The biochemical heterogeneity of food items often yields tradeoffs as each bite of food tends to contain some nutrients in surplus and others in deficit, as well as other less palatable or even toxic compounds. These multidimensional nutritional challenges are likely compounded when foraged foods are used to provision others (e.g. offspring or symbionts) with different physiological needs and tolerances. We explored these challenges in free-ranging colonies of leafcutter ants that navigate a diverse tropical forest to collect plant fragments they use to provision a co-evolved fungal cultivar. We tested the prediction that leafcutter farmers face provisioning tradeoffs between the nutritional quality and concentration of toxic tannins in foraged plant fragments. Chemical analyses of plant fragments sampled from the mandibles of Panamanian Atta colombica leafcutter ants provided little support for a nutrient-tannin foraging tradeoff. First, colonies foraged for plant fragments ranging widely in tannin concentration. Second, high tannin levels did not appear to restrict colonies from selecting plant fragments with blends of protein and carbohydrates that maximized cultivar performance when measured with in vitro experiments. We also tested whether tannins expand the realized nutritional niche selected by leafcutter ants into high-protein dimensions since: 1) tannins can bind proteins and reduce their accessibility during digestion, and 2) in vitro experiments have shown that excess protein provisioning reduces cultivar performance. Contrary to this hypothesis, the most protein-rich plant fragments did not have highest tannin levels.
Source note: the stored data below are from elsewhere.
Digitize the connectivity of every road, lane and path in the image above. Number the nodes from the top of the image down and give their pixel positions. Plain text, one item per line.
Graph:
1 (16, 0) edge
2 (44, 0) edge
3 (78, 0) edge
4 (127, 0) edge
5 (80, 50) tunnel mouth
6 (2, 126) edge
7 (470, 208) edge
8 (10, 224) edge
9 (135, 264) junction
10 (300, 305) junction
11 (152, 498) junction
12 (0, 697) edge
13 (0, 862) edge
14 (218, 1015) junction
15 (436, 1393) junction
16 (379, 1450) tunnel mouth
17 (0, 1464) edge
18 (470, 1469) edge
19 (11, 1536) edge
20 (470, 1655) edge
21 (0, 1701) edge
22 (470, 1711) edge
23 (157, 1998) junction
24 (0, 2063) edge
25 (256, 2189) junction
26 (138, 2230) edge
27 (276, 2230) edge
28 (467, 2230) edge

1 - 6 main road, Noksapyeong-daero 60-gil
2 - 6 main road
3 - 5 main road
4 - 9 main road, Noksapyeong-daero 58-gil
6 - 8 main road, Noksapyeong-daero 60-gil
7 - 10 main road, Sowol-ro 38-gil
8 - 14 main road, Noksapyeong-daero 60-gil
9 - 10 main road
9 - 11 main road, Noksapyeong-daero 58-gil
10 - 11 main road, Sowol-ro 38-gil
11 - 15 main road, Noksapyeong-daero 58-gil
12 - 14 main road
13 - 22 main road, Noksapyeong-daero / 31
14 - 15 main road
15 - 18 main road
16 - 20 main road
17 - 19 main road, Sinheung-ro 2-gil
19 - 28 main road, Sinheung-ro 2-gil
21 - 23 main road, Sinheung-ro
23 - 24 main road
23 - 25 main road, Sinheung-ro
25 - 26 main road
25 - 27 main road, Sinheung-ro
More generally, the approach developed here can be used to test how multidimensional interactions between nutrients and toxins shape the costs and benefits of providing care to offspring or symbionts.

Methods

Dataset contains: 1) data from fungus performance obtained with in vitro fungal culture in the lab, 2) published quantification of protein and carbohydrate in plant samples (reference explicitly cited in the manuscript), and 3) tannin quantification from plant samples acquried after fieldwork collection.

Usage Notes

Please consult the ReadMe files for description of variables and data.